Taking a pause in the midst of installing, Chávez marvels that the dozens of bolt holes drilled for “String Room” are micro-demolitions within the soon-to-be-demolished downtown building.
“I love that this piece is a part of the deterioration of this building,” she says.
Coincidence and the unexpected, time and its decaying effects — these are the themes that unite Chávez’s installations and turntable work.
She selects records not for the music they hold but for their surfaces, opting for vinyl that’s most deteriorated by time and damaged by happenstance. Ditto her turntables which are typically outdated and in need of various repairs. And she’ll sometimes stack broken and deteriorating records on top of one another to see what kinds of sounds they produce.

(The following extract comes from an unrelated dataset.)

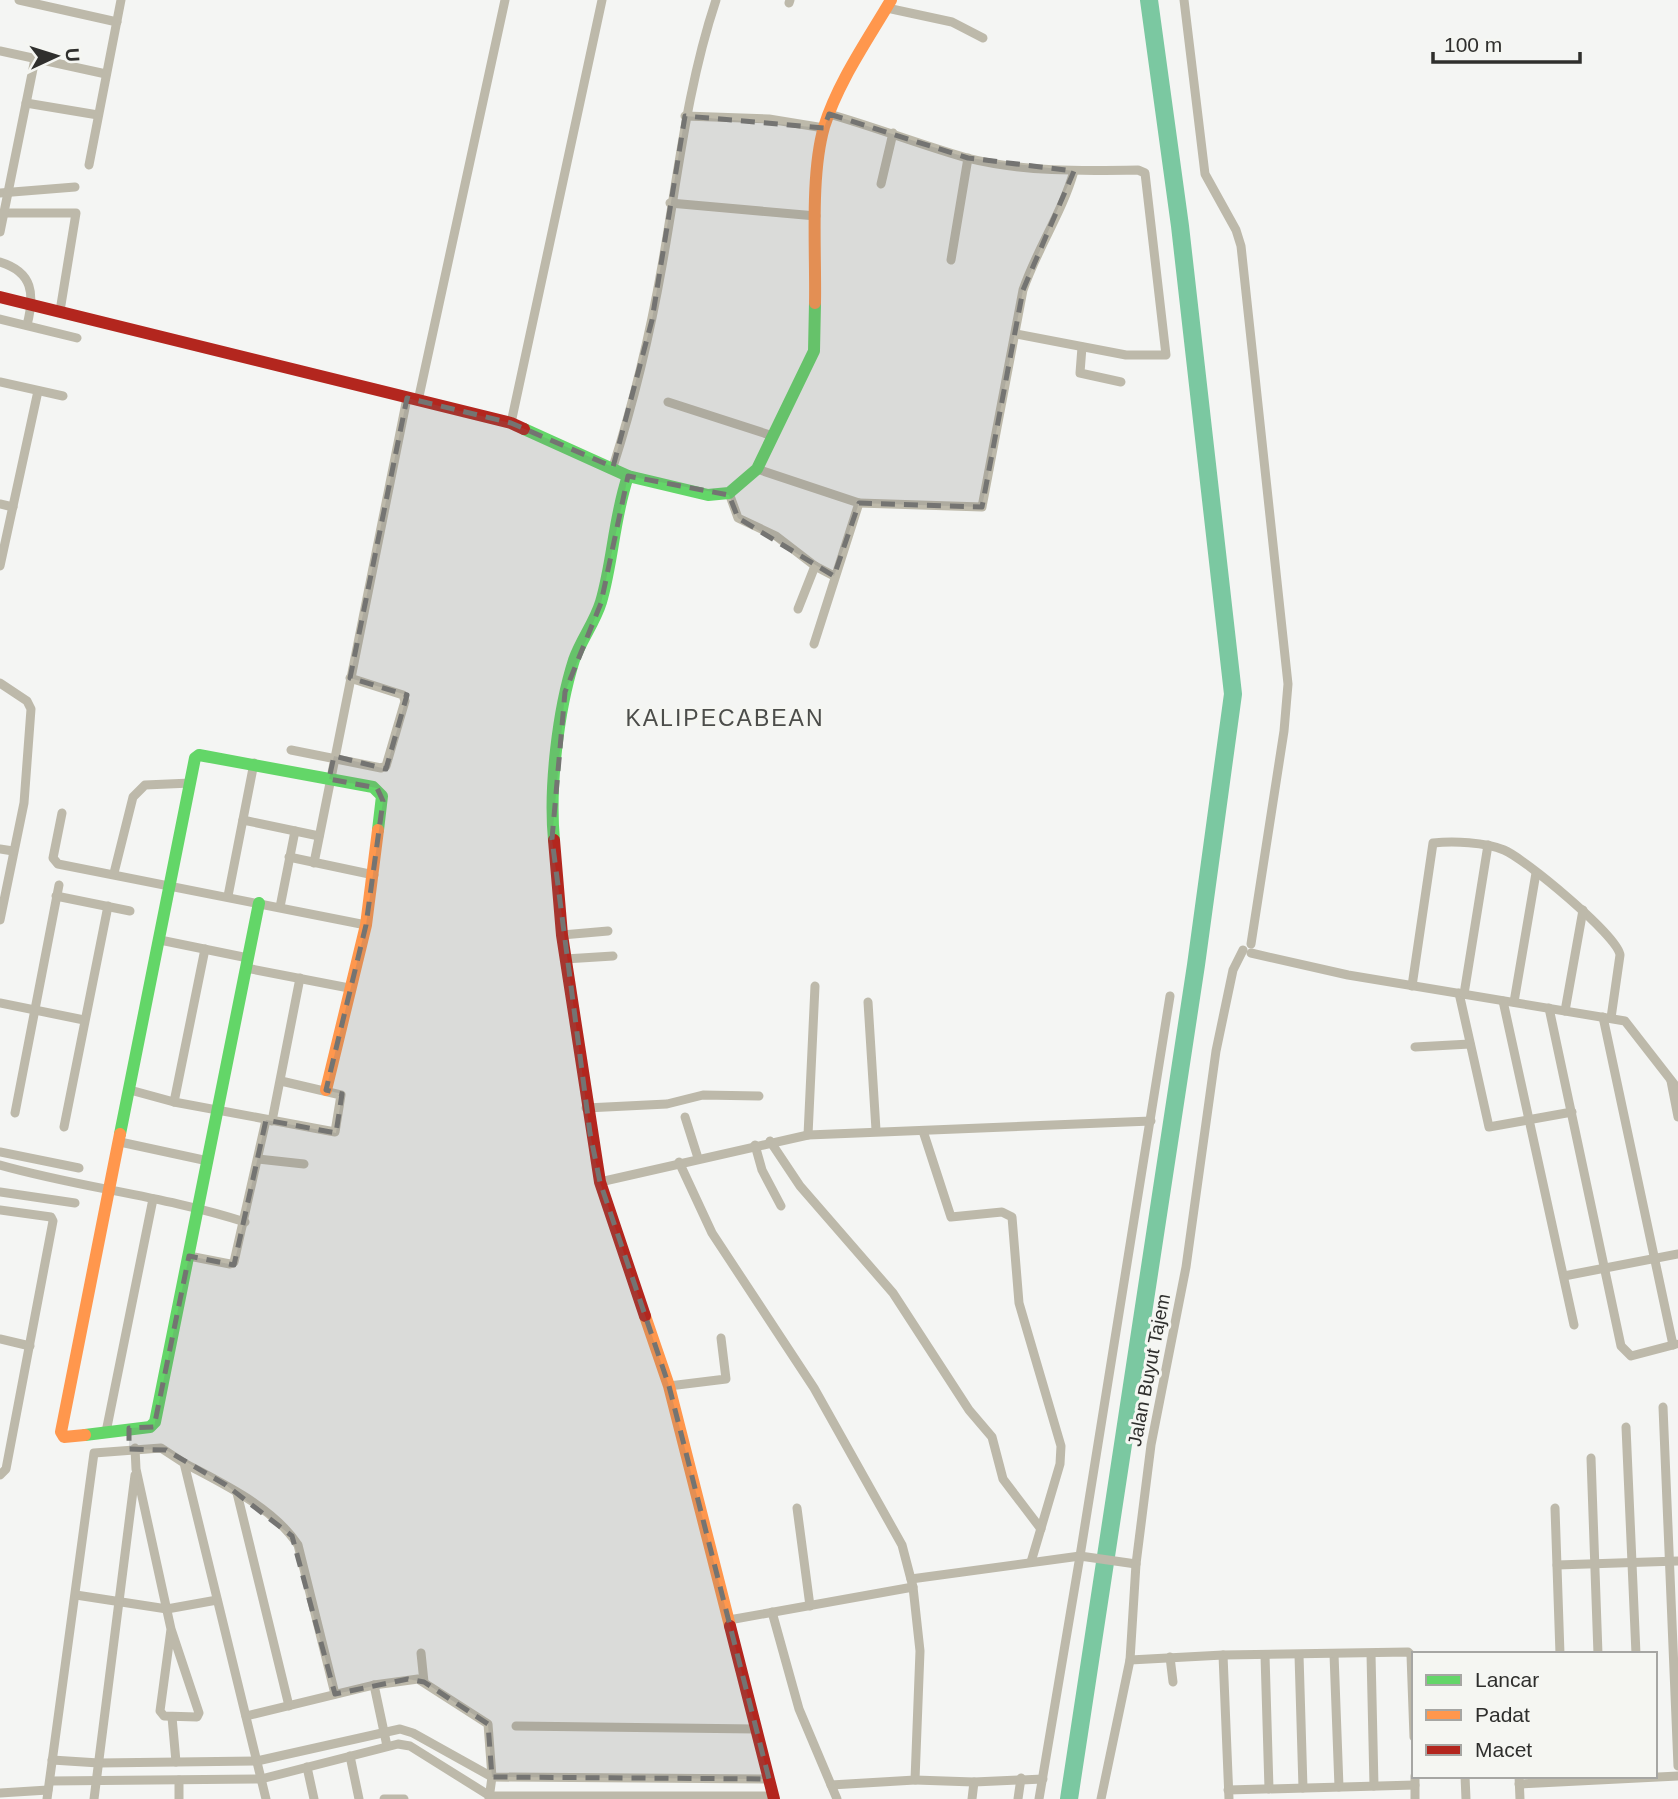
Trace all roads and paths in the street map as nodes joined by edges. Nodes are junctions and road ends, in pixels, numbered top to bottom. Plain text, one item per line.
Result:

“My practice is about the organic process. I value the deterioration that comes from time — it makes for interesting sound possibilities.”
Her live performances are entirely improvised. Chance is Chávez’s vital creative instrument.
“I never have a structure of what I’m going to do beforehand,” she says. “I’ll bring a bag full of records and just choose one. Sometimes I’ve asked others to bring me records.”
Using a single turntable, Chávez coaxes out sounds — the scratches, the pops, the ghostly scrapes commingling with shadowy snatches of the record’s original music to create haunting, beautiful aural landscapes.
As a teenage in Houston in the late 1990s, Chávez started carving a career for herself as a DJ. But she butted heads with DJ protocol and prescribed styles. Once she played a set entirely composed of just the end of records.
“The club threw me out,” she says with a laugh.
Soon after that episode, Chávez won an internship at the Pauline Oliveros Foundation. The ground-breaking experimental musician, Oliveros codified the theory of Deep Listening, a method that leads artists to practice a mindful listening the sounds in their environments in order to create unexpected compositions.
Lacking any ability to play an instrument, Chávez arrived at the Oliveros Foundation with her turntable. “I started making sounds I never heard before and never knew I could. And I’ve never looked back.”
Last year, as part of the Marfa Myths festival, Chávez created a site -specific live sound and sculpture installation that celebrated the West Texas wind. Chávez’s piece was sited in The Block, a complex of buildings, enclosed by an adobe wall, located in downtown Marfa that Donald Judd used as his residence and the site of some of his first large-scale installations.
“Every room, every space has its own unique sound that becomes a part of the performance,” says Chávez.
“Same with the audience, the people who are in the space. They’re are a part of any performance — they are a part of what creates the sound.”